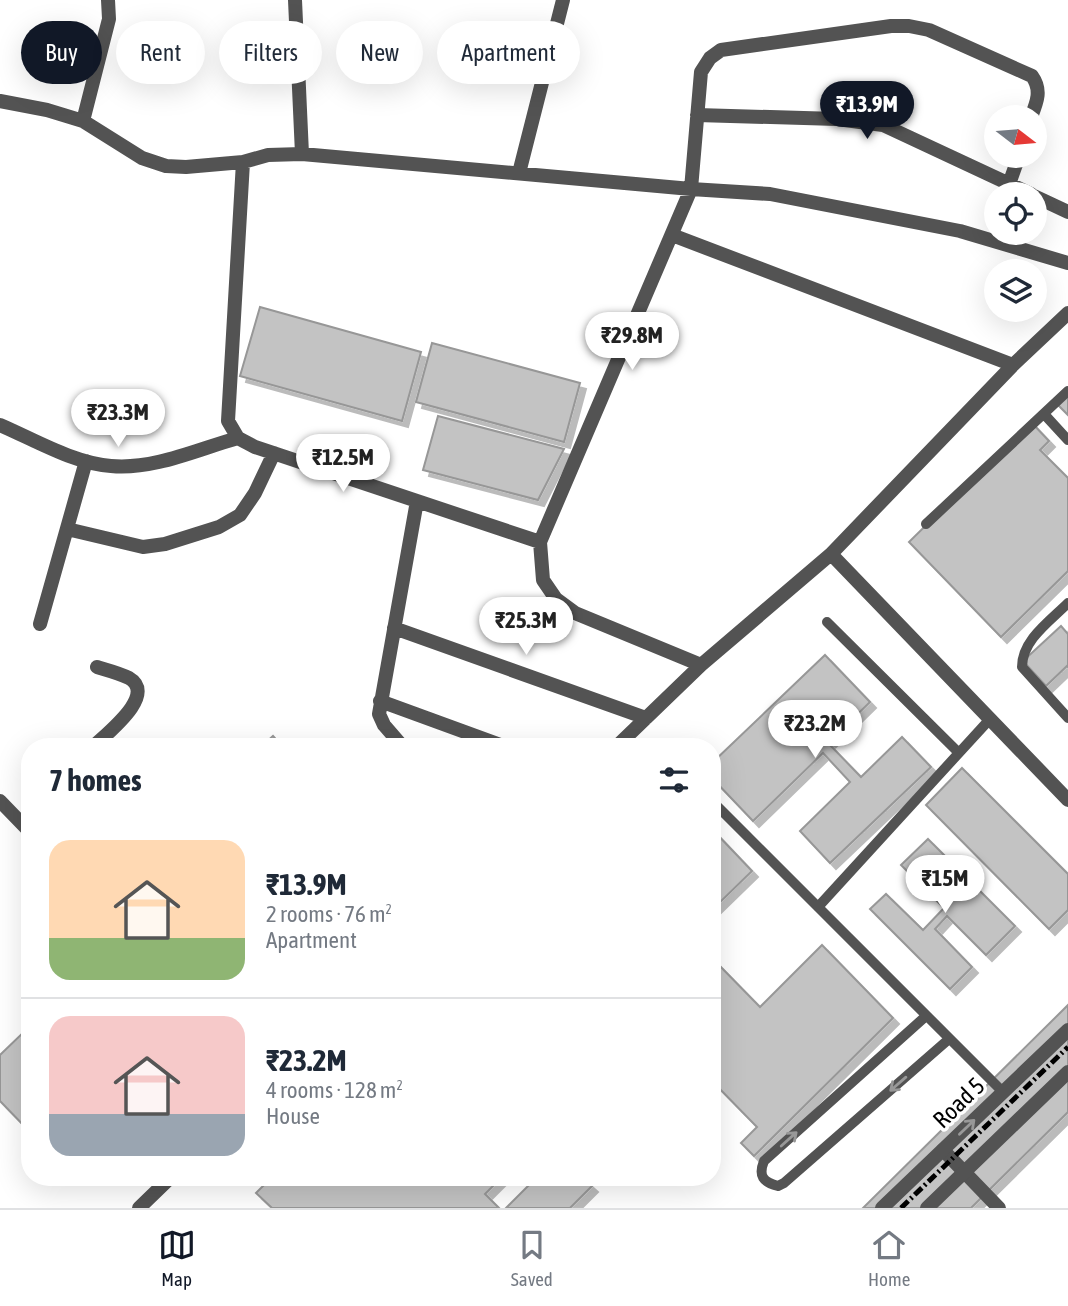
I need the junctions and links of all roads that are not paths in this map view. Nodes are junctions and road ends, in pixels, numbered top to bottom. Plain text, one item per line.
1 (108, 0) edge
2 (295, 0) edge
3 (563, 0) edge
4 (0, 101) edge
5 (1035, 105) edge
6 (697, 115) junction
7 (83, 121) junction
8 (302, 154) junction
9 (243, 162) junction
10 (519, 173) junction
11 (1005, 182) edge
12 (691, 189) junction
13 (1047, 202) edge
14 (1068, 212) edge
15 (672, 235) junction
16 (1068, 263) edge
17 (1068, 313) edge
18 (1013, 365) junction
19 (1068, 391) edge
20 (1044, 414) junction
21 (0, 425) edge
22 (238, 438) junction
23 (1068, 440) edge
24 (274, 453) junction
25 (86, 461) junction
26 (417, 501) junction
27 (926, 524) dead end
28 (67, 529) junction
29 (540, 542) junction
30 (831, 554) junction
31 (1068, 603) edge
32 (827, 622) dead end
33 (40, 624) dead end
34 (394, 628) junction
35 (701, 665) junction
36 (97, 667) dead end
37 (380, 701) junction
38 (646, 718) junction
39 (1068, 718) edge
40 (990, 719) junction
41 (102, 738) edge
42 (395, 738) edge
43 (481, 738) edge
44 (625, 738) edge
45 (959, 752) junction
46 (1068, 800) edge
47 (0, 801) edge
48 (721, 810) edge
49 (21, 817) edge
50 (818, 907) junction
51 (926, 1016) junction
52 (1068, 1030) edge
53 (949, 1039) junction
54 (1068, 1072) edge
55 (1003, 1093) junction
56 (943, 1150) junction
57 (965, 1172) junction
58 (162, 1186) edge
59 (139, 1208) edge
60 (882, 1208) edge
61 (927, 1208) edge
62 (999, 1208) edge

1 - 7 street
2 - 8 street
3 - 10 street
4 - 7 street
5 - 6 street
6 - 11 street
6 - 12 street
7 - 9 street
8 - 9 street
8 - 10 street
9 - 22 street
10 - 12 street
12 - 15 street
12 - 16 street
13 - 14 street
15 - 18 street
15 - 29 street
17 - 18 street
18 - 30 street
19 - 20 lane
20 - 23 lane
20 - 27 lane
21 - 25 street
22 - 24 street
22 - 25 street
24 - 26 street
24 - 28 street
25 - 28 street
26 - 29 street
26 - 34 street
28 - 33 street
29 - 35 street
30 - 35 street
30 - 40 street
31 - 39 lane
32 - 45 lane
34 - 37 street
34 - 38 street
35 - 38 street
36 - 41 street
37 - 42 street
37 - 43 street
38 - 44 street
40 - 45 lane
40 - 46 street
45 - 50 lane
47 - 49 street
48 - 50 lane
50 - 51 lane
51 - 53 lane
53 -> 51 lane
52 - 55 street, Road 5
53 - 55 lane
54 - 57 street
56 -> 55 street, Road 5
56 - 57 street
56 - 60 street, Road 5
57 - 61 street
57 - 62 street
58 - 59 street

- **Task directions**:
Write only the number of lines in the listing that hold the word "dead".

- **Reply**:
4